Evidently, the president plans to withdraw American combat forces from Iraq by the end of next year, and that calculates to be only three months later than his campaign promise to be out within 16 months of inauguration. But the specifics of the plan are open to speculation, and the most likely event---that there will not be a complete withdrawal---has fueled heated comment, most notably from Obama's own allies.
The truth is that, no matter how fast American forces are withdrawn, the White House understands and agrees with the concept that a significant American presence will be required in Iraq for some time. Obama has been careful to speak about redeploying "combat forces," whose definition in an unconventional conflict is really only meaningless rhetoric. They are all combat forces, no matter what their military occupational specialty. It is the mission that is important.
The Bush administration began to reduce slightly the American footprint in Iraq some time ago, as it became clear that we could no longer sustain the human, financial and national security cost of the deployment, and as we began to make operational headway. The American mission shifted from destroying the insurgency to training the Iraqis to destroy the insurgency, and there has been remarkable success in accomplishing it.
Advice to the president from his national security team has included the sobering reality that for some time to come Iraqis will require training and both tactical and logistical support, and that it will take tens of thousands of Americans to provide it.
Many public and published comments that have addressed this have been laughably uninformed. One averred that the remaining Americans would not be involved in combat and that they would be provided only with sidearms. Neither is correct.
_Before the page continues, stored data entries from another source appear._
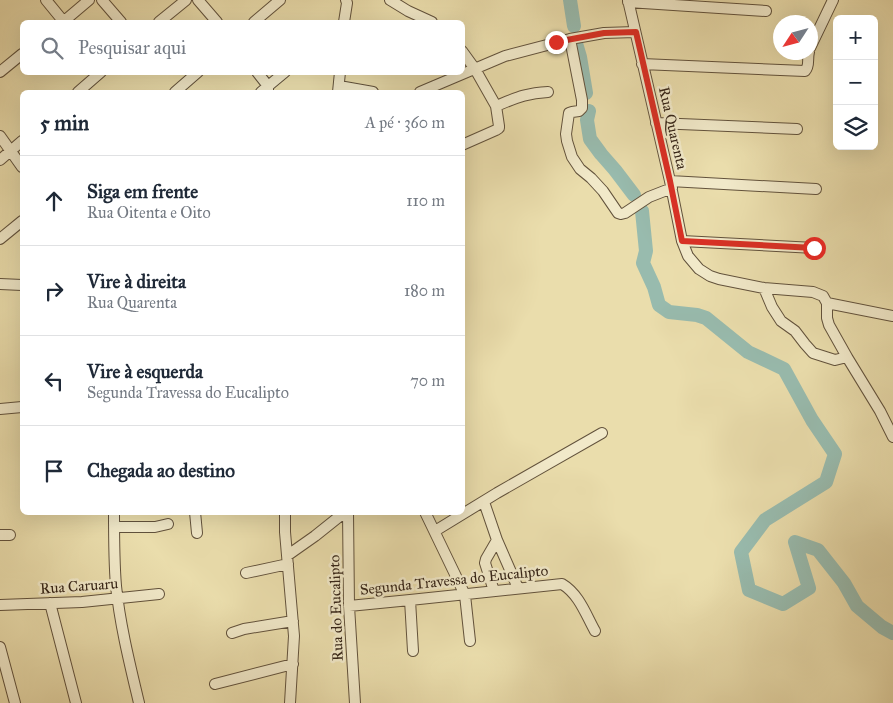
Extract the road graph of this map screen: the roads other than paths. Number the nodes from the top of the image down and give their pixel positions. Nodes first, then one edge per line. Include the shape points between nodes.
1 (46, 0) edge
2 (89, 0) edge
3 (102, 0) edge
4 (186, 0) edge
5 (198, 0) edge
6 (280, 0) edge
7 (346, 0) edge
8 (390, 0) edge
9 (833, 0) edge
10 (628, 1) edge
11 (766, 11) dead end
12 (61, 20) edge
13 (65, 20) edge
14 (119, 20) edge
15 (161, 20) edge
16 (215, 20) edge
17 (256, 20) edge
18 (344, 20) edge
19 (428, 20) edge
20 (818, 31) edge
21 (636, 32) junction
22 (570, 39) junction
23 (20, 56) edge
24 (465, 56) edge
25 (808, 60) edge
26 (642, 64) junction
27 (475, 69) junction
28 (0, 72) edge
29 (465, 73) edge
30 (98, 75) edge
31 (195, 75) edge
32 (258, 75) edge
33 (282, 75) edge
34 (340, 75) edge
35 (461, 75) edge
36 (338, 89) edge
37 (80, 90) edge
38 (177, 90) edge
39 (266, 90) edge
40 (425, 90) edge
41 (548, 92) dead end
42 (496, 106) junction
43 (656, 123) junction
44 (797, 129) dead end
45 (0, 136) edge
46 (20, 143) edge
47 (465, 144) edge
48 (12, 151) junction
49 (0, 160) edge
50 (20, 164) edge
51 (671, 185) junction
52 (816, 189) dead end
53 (20, 222) edge
54 (0, 239) edge
55 (682, 241) junction
56 (814, 248) dead end
57 (0, 284) edge
58 (20, 285) edge
59 (764, 288) junction
60 (826, 303) junction
61 (893, 316) edge
62 (847, 357) junction
63 (20, 407) edge
64 (0, 409) edge
65 (602, 433) dead end
66 (893, 437) edge
67 (484, 502) junction
68 (465, 513) edge
69 (114, 515) edge
70 (195, 515) edge
71 (285, 515) edge
72 (342, 515) edge
73 (346, 515) edge
74 (426, 515) edge
75 (462, 515) edge
76 (168, 524) dead end
77 (114, 527) junction
78 (434, 531) junction
79 (197, 533) dead end
80 (497, 540) junction
81 (288, 559) junction
82 (246, 573) dead end
83 (518, 588) junction
84 (494, 591) junction
85 (159, 594) dead end
86 (465, 595) junction
87 (118, 598) junction
88 (410, 600) junction
89 (50, 603) junction
90 (0, 606) edge
91 (350, 606) junction
92 (293, 621) junction
93 (595, 631) dead end
94 (232, 633) dead end
95 (470, 641) dead end
96 (0, 648) edge
97 (413, 651) dead end
98 (293, 664) junction
99 (215, 684) dead end
100 (15, 703) edge
101 (76, 703) edge
102 (139, 703) edge
103 (290, 703) edge
104 (355, 703) edge

1 - 12 street
2 - 13 street
3 - 14 street
4 - 15 street
5 - 16 street
6 - 17 street
7 - 18 street
8 - 19 street
9 - 20 street
10 - 11 street
10 - 21 street, Rua Quarenta
21 - 22 street
21 - 26 street, Rua Quarenta
22 - 27 street via 505,56
22 - 51 street via 582,100 582,108 569,114 566,134 576,165 596,183 621,214
23 - 28 street
24 - 27 street
25 - 26 street via 805,71
26 - 43 street, Rua Quarenta
27 - 29 street
27 - 42 street
30 - 37 street
31 - 38 street
32 - 39 street
33 - 39 street
34 - 36 street
35 - 40 street
41 - 42 street via 518,96
42 - 47 street via 498,128
43 - 44 street
43 - 51 street, Rua Quarenta
45 - 48 street
46 - 48 street
48 - 49 street
48 - 50 street
51 - 52 street
51 - 55 street, Rua Quarenta
53 - 54 street
55 - 56 street
55 - 59 street, Rua Quarenta via 691,261 710,276
57 - 58 street
59 - 60 street via 819,293
59 - 62 street via 781,321 796,331 814,353 835,360
60 - 61 street
60 - 62 street via 829,325
62 - 66 street
63 - 64 street
65 - 67 street
67 - 68 street
67 - 80 street
69 - 77 street
70 - 79 street
71 - 81 street
72 - 81 street
73 - 91 street, Rua do Eucalipto
74 - 78 street
75 - 78 street
76 - 77 street via 148,528
77 - 87 street
78 - 86 street
80 - 83 street
80 - 84 street via 485,564
81 - 82 street
81 - 92 street
83 - 84 street, Segunda Travessa do Eucalipto
83 - 93 street, Segunda Travessa do Eucalipto via 562,584 572,591
84 - 86 street, Segunda Travessa do Eucalipto
85 - 87 street, Rua Caruaru
86 - 88 street, Segunda Travessa do Eucalipto
86 - 95 street
87 - 89 street, Rua Caruaru
87 - 102 street
88 - 91 street, Segunda Travessa do Eucalipto
88 - 97 street
89 - 90 street, Rua Caruaru
89 - 101 street
91 - 104 street, Rua do Eucalipto
92 - 94 street via 244,628
92 - 98 street
96 - 100 street
98 - 99 street
98 - 103 street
Among the more pathetic observations was that from Speaker Nancy Pelosi, who stated that she thought the proper residual number of Americans in Iraq was 20,000. Her lack of military bona fides notwithstanding (ostensibly she can hire staffers who have some knowledge), a casual approach that takes no notice of the demands of the mission reveals a staggering ignorance of the subject---and one that would be dangerous if President Obama were not as politically strong as he is at the moment.
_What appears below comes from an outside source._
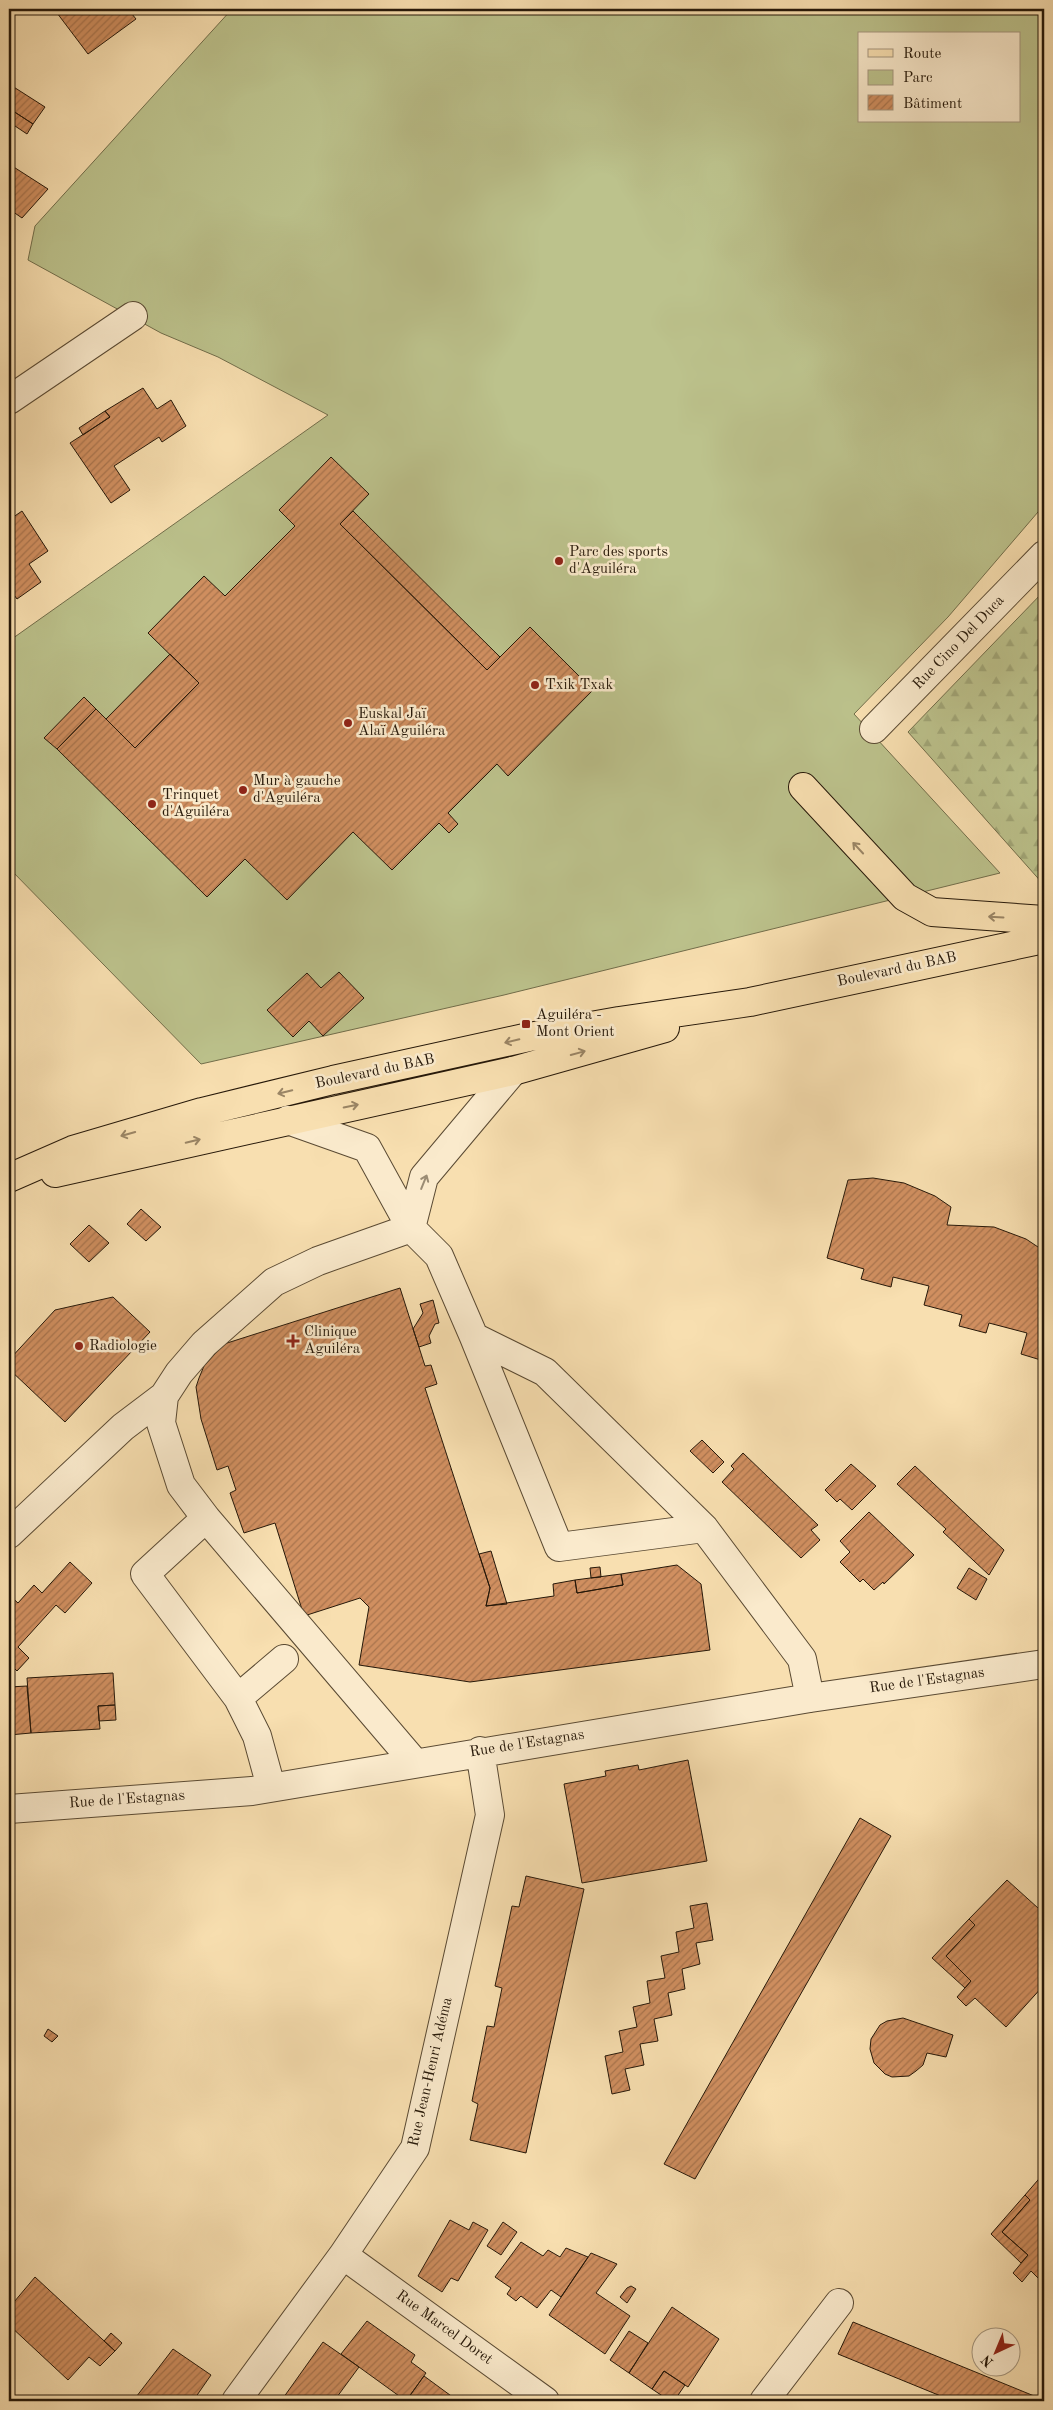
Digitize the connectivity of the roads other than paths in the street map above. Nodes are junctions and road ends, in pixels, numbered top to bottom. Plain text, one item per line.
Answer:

Whatever is the commitment that we will make in Iraq, it is safe to conclude that it will not end completely in 18 months. Nor will it terminate abruptly, unless the Iraqi government fails catastrophically and the security situation becomes so untenable that a precipitous withdrawal becomes the best course of action. But whether the right number of Americans in Iraq is 50,000 or not, the size of the force will be dictated by the mission, not the other way around. Defense officials who thought otherwise left office three years ago and would find some measure of ironic amusement that among those who shared their bankrupt national security calculus was Nancy Pelosi.